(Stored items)

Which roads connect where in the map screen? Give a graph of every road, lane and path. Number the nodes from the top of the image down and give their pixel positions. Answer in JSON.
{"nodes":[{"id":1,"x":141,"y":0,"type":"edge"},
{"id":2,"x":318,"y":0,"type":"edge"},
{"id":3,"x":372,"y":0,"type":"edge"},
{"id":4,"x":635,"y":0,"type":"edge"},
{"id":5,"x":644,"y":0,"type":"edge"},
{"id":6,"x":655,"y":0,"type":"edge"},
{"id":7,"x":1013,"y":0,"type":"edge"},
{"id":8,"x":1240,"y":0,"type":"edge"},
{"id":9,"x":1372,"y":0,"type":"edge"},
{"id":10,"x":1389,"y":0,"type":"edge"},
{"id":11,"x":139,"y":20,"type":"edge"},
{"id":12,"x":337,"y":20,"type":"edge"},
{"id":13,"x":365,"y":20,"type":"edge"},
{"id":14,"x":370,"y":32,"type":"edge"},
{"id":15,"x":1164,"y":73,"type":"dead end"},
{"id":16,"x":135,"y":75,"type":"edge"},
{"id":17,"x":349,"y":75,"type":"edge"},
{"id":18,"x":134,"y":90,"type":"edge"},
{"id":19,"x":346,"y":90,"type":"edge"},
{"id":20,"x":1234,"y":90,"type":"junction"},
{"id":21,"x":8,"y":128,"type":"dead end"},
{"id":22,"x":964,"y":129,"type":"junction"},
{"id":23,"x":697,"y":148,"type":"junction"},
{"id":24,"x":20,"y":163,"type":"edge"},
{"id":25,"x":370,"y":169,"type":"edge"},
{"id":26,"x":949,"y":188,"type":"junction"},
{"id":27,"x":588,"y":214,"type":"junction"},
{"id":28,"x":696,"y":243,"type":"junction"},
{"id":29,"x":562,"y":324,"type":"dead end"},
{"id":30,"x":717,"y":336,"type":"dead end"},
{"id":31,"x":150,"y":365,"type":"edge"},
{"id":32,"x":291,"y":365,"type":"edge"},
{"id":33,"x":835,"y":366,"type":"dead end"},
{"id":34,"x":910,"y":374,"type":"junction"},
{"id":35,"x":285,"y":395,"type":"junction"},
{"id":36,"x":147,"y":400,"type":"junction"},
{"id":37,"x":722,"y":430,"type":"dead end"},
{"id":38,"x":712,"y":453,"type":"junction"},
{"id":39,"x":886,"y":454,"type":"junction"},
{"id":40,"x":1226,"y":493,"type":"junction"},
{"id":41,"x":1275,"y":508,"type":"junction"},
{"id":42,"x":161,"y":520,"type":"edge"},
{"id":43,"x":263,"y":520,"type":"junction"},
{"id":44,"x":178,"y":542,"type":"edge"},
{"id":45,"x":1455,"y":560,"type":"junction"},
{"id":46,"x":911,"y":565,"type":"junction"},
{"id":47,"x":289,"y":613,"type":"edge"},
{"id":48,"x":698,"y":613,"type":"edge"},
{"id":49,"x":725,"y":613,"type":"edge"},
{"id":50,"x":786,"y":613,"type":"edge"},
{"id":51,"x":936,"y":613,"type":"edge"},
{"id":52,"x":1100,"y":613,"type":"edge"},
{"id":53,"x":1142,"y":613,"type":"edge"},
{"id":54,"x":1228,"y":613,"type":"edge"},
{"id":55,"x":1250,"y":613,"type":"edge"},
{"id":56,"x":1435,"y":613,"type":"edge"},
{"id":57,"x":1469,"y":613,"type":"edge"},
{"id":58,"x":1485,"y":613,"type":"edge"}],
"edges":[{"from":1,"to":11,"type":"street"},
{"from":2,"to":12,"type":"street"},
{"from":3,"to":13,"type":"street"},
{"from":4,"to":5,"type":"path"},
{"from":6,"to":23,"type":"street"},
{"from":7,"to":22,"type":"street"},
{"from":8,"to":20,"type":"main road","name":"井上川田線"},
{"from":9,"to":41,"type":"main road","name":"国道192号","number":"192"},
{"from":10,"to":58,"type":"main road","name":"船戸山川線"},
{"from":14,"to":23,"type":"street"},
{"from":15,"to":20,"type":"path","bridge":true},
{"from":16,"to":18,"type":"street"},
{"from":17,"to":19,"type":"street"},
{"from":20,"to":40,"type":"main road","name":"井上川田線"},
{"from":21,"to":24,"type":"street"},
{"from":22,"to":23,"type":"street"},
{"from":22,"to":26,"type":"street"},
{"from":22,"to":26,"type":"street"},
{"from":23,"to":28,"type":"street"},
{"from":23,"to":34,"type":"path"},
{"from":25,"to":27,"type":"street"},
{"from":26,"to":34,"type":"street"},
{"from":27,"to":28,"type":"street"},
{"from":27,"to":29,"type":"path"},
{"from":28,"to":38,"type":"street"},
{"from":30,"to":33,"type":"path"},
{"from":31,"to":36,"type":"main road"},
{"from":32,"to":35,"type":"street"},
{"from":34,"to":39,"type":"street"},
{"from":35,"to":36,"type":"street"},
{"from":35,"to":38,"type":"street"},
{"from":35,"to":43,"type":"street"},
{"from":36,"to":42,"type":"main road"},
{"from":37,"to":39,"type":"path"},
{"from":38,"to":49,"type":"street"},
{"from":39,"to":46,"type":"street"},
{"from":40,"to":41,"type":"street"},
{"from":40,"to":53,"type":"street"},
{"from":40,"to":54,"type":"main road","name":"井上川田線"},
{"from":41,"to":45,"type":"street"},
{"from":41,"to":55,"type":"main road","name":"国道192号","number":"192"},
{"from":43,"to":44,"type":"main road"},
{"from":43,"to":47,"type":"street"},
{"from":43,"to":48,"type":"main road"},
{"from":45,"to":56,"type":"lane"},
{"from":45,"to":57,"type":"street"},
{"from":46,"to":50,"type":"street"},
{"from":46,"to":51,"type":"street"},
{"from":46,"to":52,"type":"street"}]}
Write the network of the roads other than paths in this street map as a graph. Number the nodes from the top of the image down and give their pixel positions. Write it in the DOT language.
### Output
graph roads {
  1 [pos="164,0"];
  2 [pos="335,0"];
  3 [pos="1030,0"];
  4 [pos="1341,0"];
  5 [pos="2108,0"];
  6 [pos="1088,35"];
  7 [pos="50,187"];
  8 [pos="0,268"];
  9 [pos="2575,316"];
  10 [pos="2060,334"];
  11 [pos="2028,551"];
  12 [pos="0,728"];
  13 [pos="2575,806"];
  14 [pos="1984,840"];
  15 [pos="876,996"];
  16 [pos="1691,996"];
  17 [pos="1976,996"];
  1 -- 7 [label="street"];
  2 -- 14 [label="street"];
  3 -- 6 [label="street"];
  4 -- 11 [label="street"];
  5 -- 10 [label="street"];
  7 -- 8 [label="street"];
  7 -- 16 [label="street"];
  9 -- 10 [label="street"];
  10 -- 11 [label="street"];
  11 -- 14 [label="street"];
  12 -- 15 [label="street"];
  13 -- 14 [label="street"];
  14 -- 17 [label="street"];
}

What to do: Return the data in its entirety, exactly as given.

Solution to this task:
Which roads connect where in the map screen? Give a graph of every road, lane and path. Number the nodes from the top of the image down and give their pixel positions. Answer in JSON.
{"nodes":[{"id":1,"x":141,"y":0,"type":"edge"},
{"id":2,"x":318,"y":0,"type":"edge"},
{"id":3,"x":372,"y":0,"type":"edge"},
{"id":4,"x":635,"y":0,"type":"edge"},
{"id":5,"x":644,"y":0,"type":"edge"},
{"id":6,"x":655,"y":0,"type":"edge"},
{"id":7,"x":1013,"y":0,"type":"edge"},
{"id":8,"x":1240,"y":0,"type":"edge"},
{"id":9,"x":1372,"y":0,"type":"edge"},
{"id":10,"x":1389,"y":0,"type":"edge"},
{"id":11,"x":139,"y":20,"type":"edge"},
{"id":12,"x":337,"y":20,"type":"edge"},
{"id":13,"x":365,"y":20,"type":"edge"},
{"id":14,"x":370,"y":32,"type":"edge"},
{"id":15,"x":1164,"y":73,"type":"dead end"},
{"id":16,"x":135,"y":75,"type":"edge"},
{"id":17,"x":349,"y":75,"type":"edge"},
{"id":18,"x":134,"y":90,"type":"edge"},
{"id":19,"x":346,"y":90,"type":"edge"},
{"id":20,"x":1234,"y":90,"type":"junction"},
{"id":21,"x":8,"y":128,"type":"dead end"},
{"id":22,"x":964,"y":129,"type":"junction"},
{"id":23,"x":697,"y":148,"type":"junction"},
{"id":24,"x":20,"y":163,"type":"edge"},
{"id":25,"x":370,"y":169,"type":"edge"},
{"id":26,"x":949,"y":188,"type":"junction"},
{"id":27,"x":588,"y":214,"type":"junction"},
{"id":28,"x":696,"y":243,"type":"junction"},
{"id":29,"x":562,"y":324,"type":"dead end"},
{"id":30,"x":717,"y":336,"type":"dead end"},
{"id":31,"x":150,"y":365,"type":"edge"},
{"id":32,"x":291,"y":365,"type":"edge"},
{"id":33,"x":835,"y":366,"type":"dead end"},
{"id":34,"x":910,"y":374,"type":"junction"},
{"id":35,"x":285,"y":395,"type":"junction"},
{"id":36,"x":147,"y":400,"type":"junction"},
{"id":37,"x":722,"y":430,"type":"dead end"},
{"id":38,"x":712,"y":453,"type":"junction"},
{"id":39,"x":886,"y":454,"type":"junction"},
{"id":40,"x":1226,"y":493,"type":"junction"},
{"id":41,"x":1275,"y":508,"type":"junction"},
{"id":42,"x":161,"y":520,"type":"edge"},
{"id":43,"x":263,"y":520,"type":"junction"},
{"id":44,"x":178,"y":542,"type":"edge"},
{"id":45,"x":1455,"y":560,"type":"junction"},
{"id":46,"x":911,"y":565,"type":"junction"},
{"id":47,"x":289,"y":613,"type":"edge"},
{"id":48,"x":698,"y":613,"type":"edge"},
{"id":49,"x":725,"y":613,"type":"edge"},
{"id":50,"x":786,"y":613,"type":"edge"},
{"id":51,"x":936,"y":613,"type":"edge"},
{"id":52,"x":1100,"y":613,"type":"edge"},
{"id":53,"x":1142,"y":613,"type":"edge"},
{"id":54,"x":1228,"y":613,"type":"edge"},
{"id":55,"x":1250,"y":613,"type":"edge"},
{"id":56,"x":1435,"y":613,"type":"edge"},
{"id":57,"x":1469,"y":613,"type":"edge"},
{"id":58,"x":1485,"y":613,"type":"edge"}],
"edges":[{"from":1,"to":11,"type":"street"},
{"from":2,"to":12,"type":"street"},
{"from":3,"to":13,"type":"street"},
{"from":4,"to":5,"type":"path"},
{"from":6,"to":23,"type":"street"},
{"from":7,"to":22,"type":"street"},
{"from":8,"to":20,"type":"main road","name":"井上川田線"},
{"from":9,"to":41,"type":"main road","name":"国道192号","number":"192"},
{"from":10,"to":58,"type":"main road","name":"船戸山川線"},
{"from":14,"to":23,"type":"street"},
{"from":15,"to":20,"type":"path","bridge":true},
{"from":16,"to":18,"type":"street"},
{"from":17,"to":19,"type":"street"},
{"from":20,"to":40,"type":"main road","name":"井上川田線"},
{"from":21,"to":24,"type":"street"},
{"from":22,"to":23,"type":"street"},
{"from":22,"to":26,"type":"street"},
{"from":22,"to":26,"type":"street"},
{"from":23,"to":28,"type":"street"},
{"from":23,"to":34,"type":"path"},
{"from":25,"to":27,"type":"street"},
{"from":26,"to":34,"type":"street"},
{"from":27,"to":28,"type":"street"},
{"from":27,"to":29,"type":"path"},
{"from":28,"to":38,"type":"street"},
{"from":30,"to":33,"type":"path"},
{"from":31,"to":36,"type":"main road"},
{"from":32,"to":35,"type":"street"},
{"from":34,"to":39,"type":"street"},
{"from":35,"to":36,"type":"street"},
{"from":35,"to":38,"type":"street"},
{"from":35,"to":43,"type":"street"},
{"from":36,"to":42,"type":"main road"},
{"from":37,"to":39,"type":"path"},
{"from":38,"to":49,"type":"street"},
{"from":39,"to":46,"type":"street"},
{"from":40,"to":41,"type":"street"},
{"from":40,"to":53,"type":"street"},
{"from":40,"to":54,"type":"main road","name":"井上川田線"},
{"from":41,"to":45,"type":"street"},
{"from":41,"to":55,"type":"main road","name":"国道192号","number":"192"},
{"from":43,"to":44,"type":"main road"},
{"from":43,"to":47,"type":"street"},
{"from":43,"to":48,"type":"main road"},
{"from":45,"to":56,"type":"lane"},
{"from":45,"to":57,"type":"street"},
{"from":46,"to":50,"type":"street"},
{"from":46,"to":51,"type":"street"},
{"from":46,"to":52,"type":"street"}]}
Write the network of the roads other than paths in this street map as a graph. Number the nodes from the top of the image down and give their pixel positions. Write it in the DOT language.
### Output
graph roads {
  1 [pos="164,0"];
  2 [pos="335,0"];
  3 [pos="1030,0"];
  4 [pos="1341,0"];
  5 [pos="2108,0"];
  6 [pos="1088,35"];
  7 [pos="50,187"];
  8 [pos="0,268"];
  9 [pos="2575,316"];
  10 [pos="2060,334"];
  11 [pos="2028,551"];
  12 [pos="0,728"];
  13 [pos="2575,806"];
  14 [pos="1984,840"];
  15 [pos="876,996"];
  16 [pos="1691,996"];
  17 [pos="1976,996"];
  1 -- 7 [label="street"];
  2 -- 14 [label="street"];
  3 -- 6 [label="street"];
  4 -- 11 [label="street"];
  5 -- 10 [label="street"];
  7 -- 8 [label="street"];
  7 -- 16 [label="street"];
  9 -- 10 [label="street"];
  10 -- 11 [label="street"];
  11 -- 14 [label="street"];
  12 -- 15 [label="street"];
  13 -- 14 [label="street"];
  14 -- 17 [label="street"];
}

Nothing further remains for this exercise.